The same applies to any irrational number, such as the square root of two, square root of five etc.


Is the square root of each prime number irrational? I don't know a) the answer (but I think it's a yes) and b) how to prove such a thing. :dunno:

Happy π day! (It's like a caek day but irrational.)

From the math forum
Code: Select all

Date: 10/08/97 at 17:00:17
From: Terry Dobbins
Subject: Irrational numbers

My question is: Will all square roots of positive numbers that
are not perfect squares be irrational numbers?

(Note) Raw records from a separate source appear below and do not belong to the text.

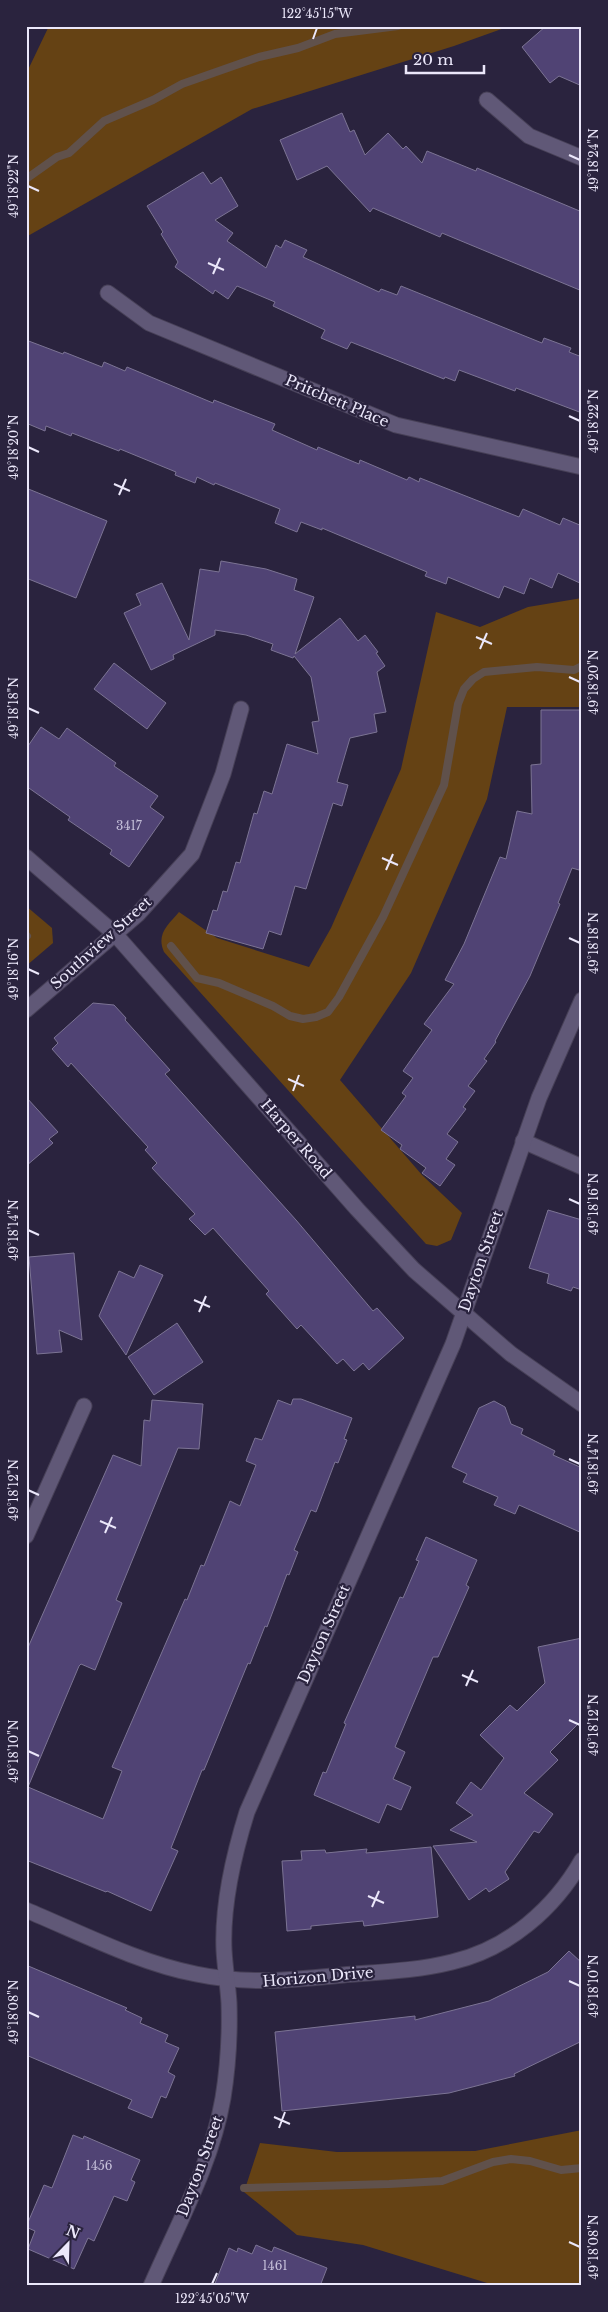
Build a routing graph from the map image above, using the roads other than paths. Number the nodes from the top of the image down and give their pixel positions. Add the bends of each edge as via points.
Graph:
1 (487, 100) dead end
2 (582, 158) edge
3 (108, 292) dead end
4 (582, 467) edge
5 (241, 709) dead end
6 (26, 857) edge
7 (115, 934) junction
8 (582, 1000) edge
9 (26, 1010) edge
10 (523, 1142) junction
11 (582, 1167) edge
12 (463, 1314) junction
13 (582, 1404) edge
14 (84, 1406) dead end
15 (26, 1536) edge
16 (582, 1860) edge
17 (26, 1910) edge
18 (227, 1979) junction
19 (151, 2286) edge

1 - 2 street via 529,136
3 - 4 street, Pritchett Place via 148,323 396,425
5 - 7 street, Southview Street via 223,774 192,854 138,914
6 - 7 street, Harper Road
7 - 9 street, Southview Street
7 - 12 street, Harper Road via 380,1234
8 - 10 street, Dayton Street
10 - 11 street
10 - 12 street, Dayton Street
12 - 13 street, Harper Road
12 - 18 street, Dayton Street via 453,1344 247,1812 234,1853 227,1894 224,1950
14 - 15 street
16 - 18 street, Horizon Drive via 542,1913 515,1934 468,1958 414,1969 266,1982
17 - 18 street, Horizon Drive via 156,1963
18 - 19 street, Dayton Street via 229,2024 226,2076 219,2118 196,2183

I am a new teacher and this was asked of me by another teacher.
I think that it is a true statement but I can't prove it.

Thanks for the help.


Date: 10/08/97 at 18:18:08
From: Doctor Tom
Subject: Re: Irrational numbers

Yes. They are all irrational. The proof is similar to the proof that
sqrt(2) is irrational.

In case you haven't seen that, here's how it goes:

Suppose sqrt(2) is rational. Then you can write sqrt(2) as a/b, where
a and b are integers, and the fraction is reduced to lowest terms.

So a^2/b^2 = 2 so a^2 = 2*b^2. So a is even. Since it's even, write
a = 2*c.  (2c)^2 = 2*b^2 or 4c^2 = 2b^2 or 2c^2 = b^2, so b is also
even. But then you didn't reduce a/b to lowest terms since they both
have a factor of 2.

To show that sqrt(p) is irrational where p is a prime number, the same
approach works, except instead of saying "a is even," you'll be saying
"a is a multiple of p."  The proof goes the same way, except that you
find that a and b are both multiples of p, and hence your original
fraction wasn't reduced as you said it was.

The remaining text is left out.